Valiente flung briefly into the air indicates the scope of the problem. Tara, sailor extraordinaire and designated steward for this good old boat, reported that her pre-launch crew, with all good intentions, either ground open a previous (crappy) keel-hull joint repair, or said repair’s time had, after many a dry season, finally arrived. The resultant 15 litres a day contribution to the cabin’s water feature isn’t wildly dangerous, but in the absence of a bilge pump of the automatic variety (the bilges are flat where the sump isn’t very narrow) mean that about two sinkfulls of H20 every two days must be dealt with.
Here’s the semi-cheap (the haulout cost $230) and mostly cheerful quick fix for "unwanted moisture": Find cracks, grind cracks delicately with a Dremel tool, and fill with “5200”, a tenacious black goo that seals and glues and gets everywhere you don’t want it. Of course, the proper way to do this job is to haul the boat for days, not 60 minutes, in order to grind away the entire hull/keel joint, to dry it out, to tighten the keel bolts, to fill the gap with thickened polyester-vinyl fiberglass goo, to fair it like a baby’s bum, and to put on barrier coat, and then anti-fouling. But this may serve until October…maybe.
We had an hour, so we pretended the keel was a cracked driveway. Tara found several spots where age and (probable) prior impact to the big lead bit had caused separation anxiety.


Oh, yeah, baby. Squeeze it good. Woo-hoo!


Then…splash! Back into the drink for a quick trip to my club to drop off all the hardware I’d brought from Alchemy (after a U-turn to get the ladder we’d left by the TraveLift…yes, that is the name of the giant’s truss device), and then Tara sped westward solo to her dock.

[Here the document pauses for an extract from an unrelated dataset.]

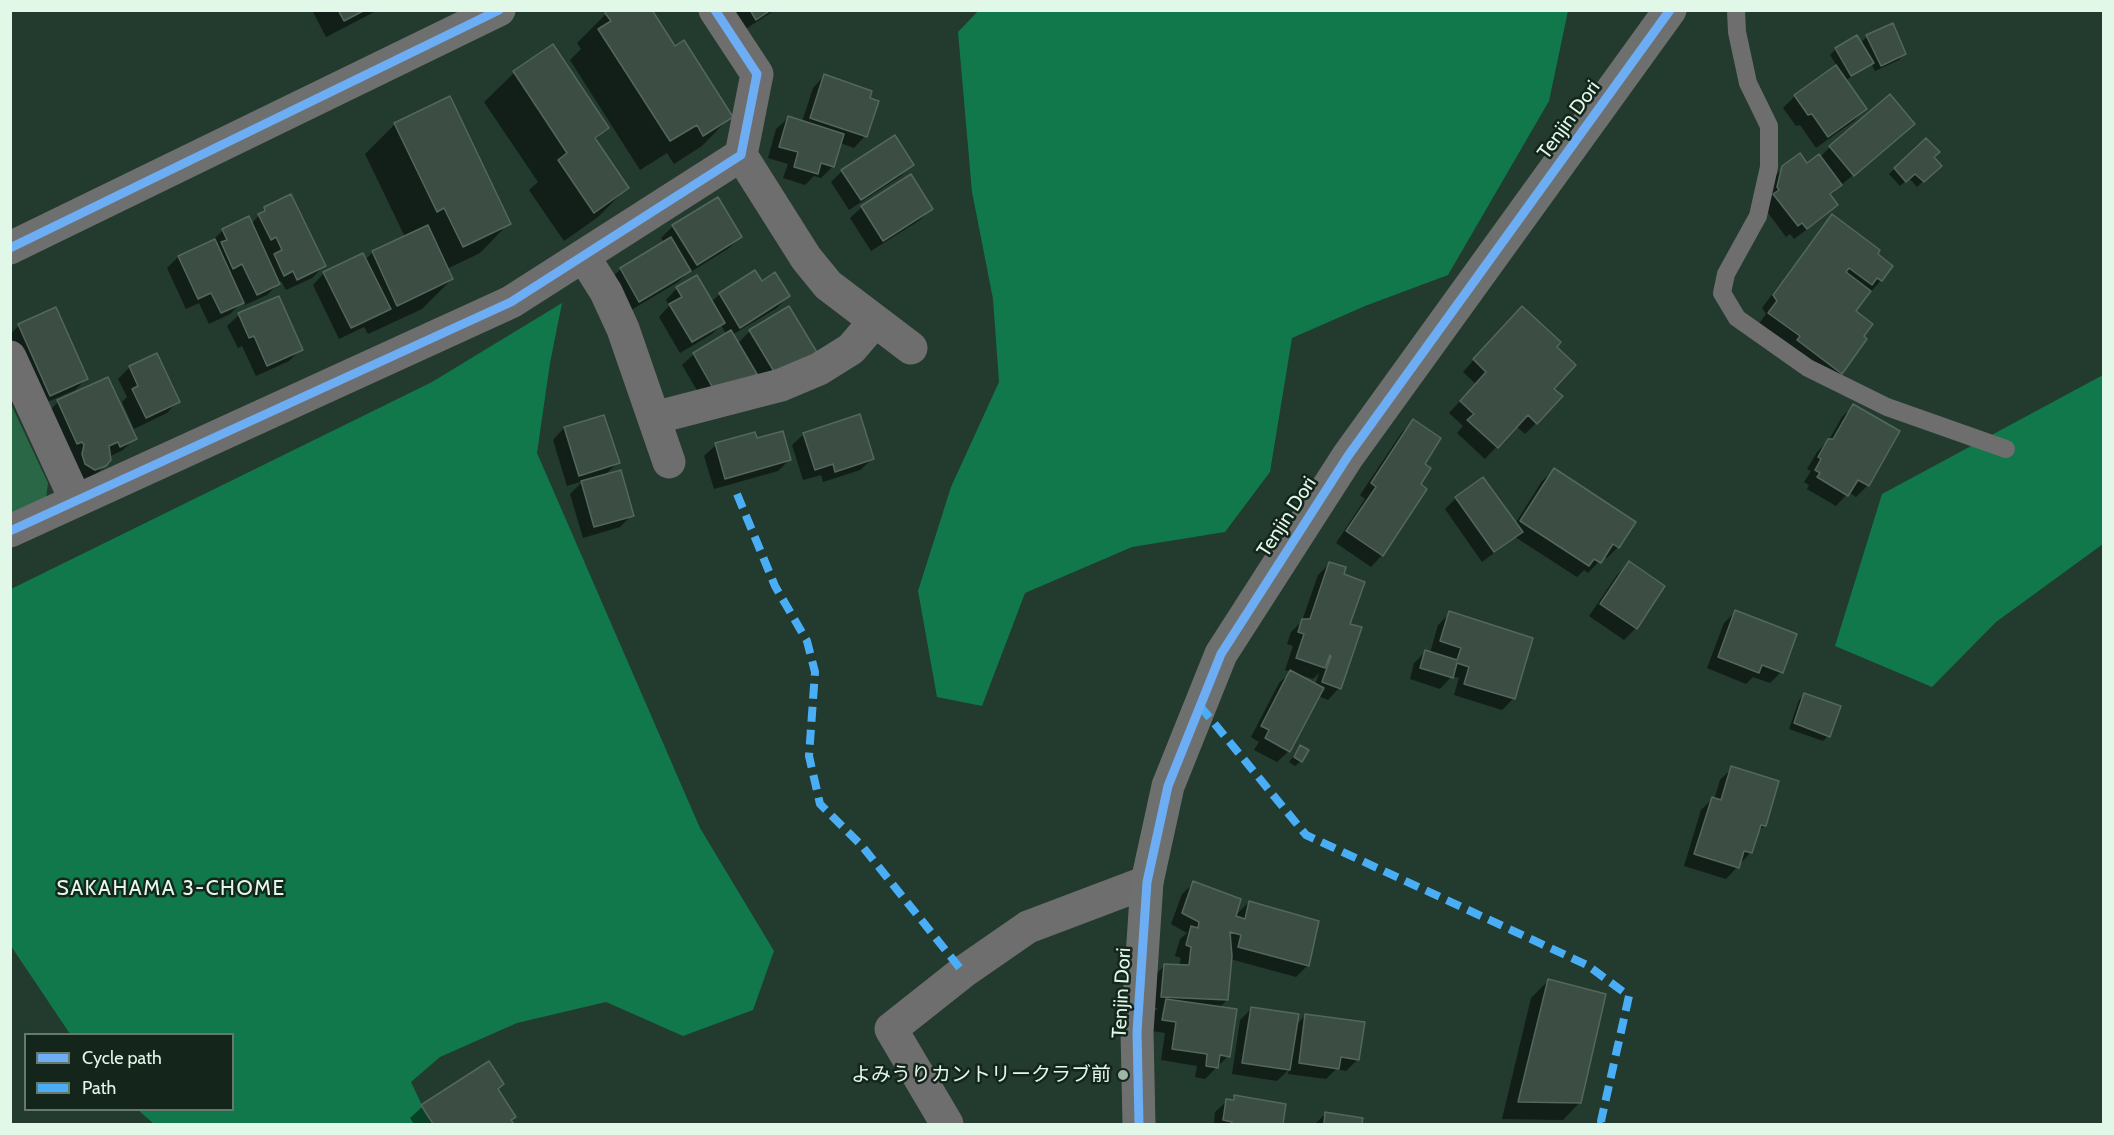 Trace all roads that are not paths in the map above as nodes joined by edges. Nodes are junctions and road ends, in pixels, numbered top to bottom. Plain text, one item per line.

Two days later I checked Valiente’s bilges. Water, but no worse, and possibly better in terms of less of it, greeted me. The 5200 may not be entirely “set-up” yet, so Tara will keep an eye open and we’ll figure out if a bilge pump will suffice, or whether we need to get a cradle over to another club with a TraveLift that will let us do the job the correct, if tediously season-shortening, way.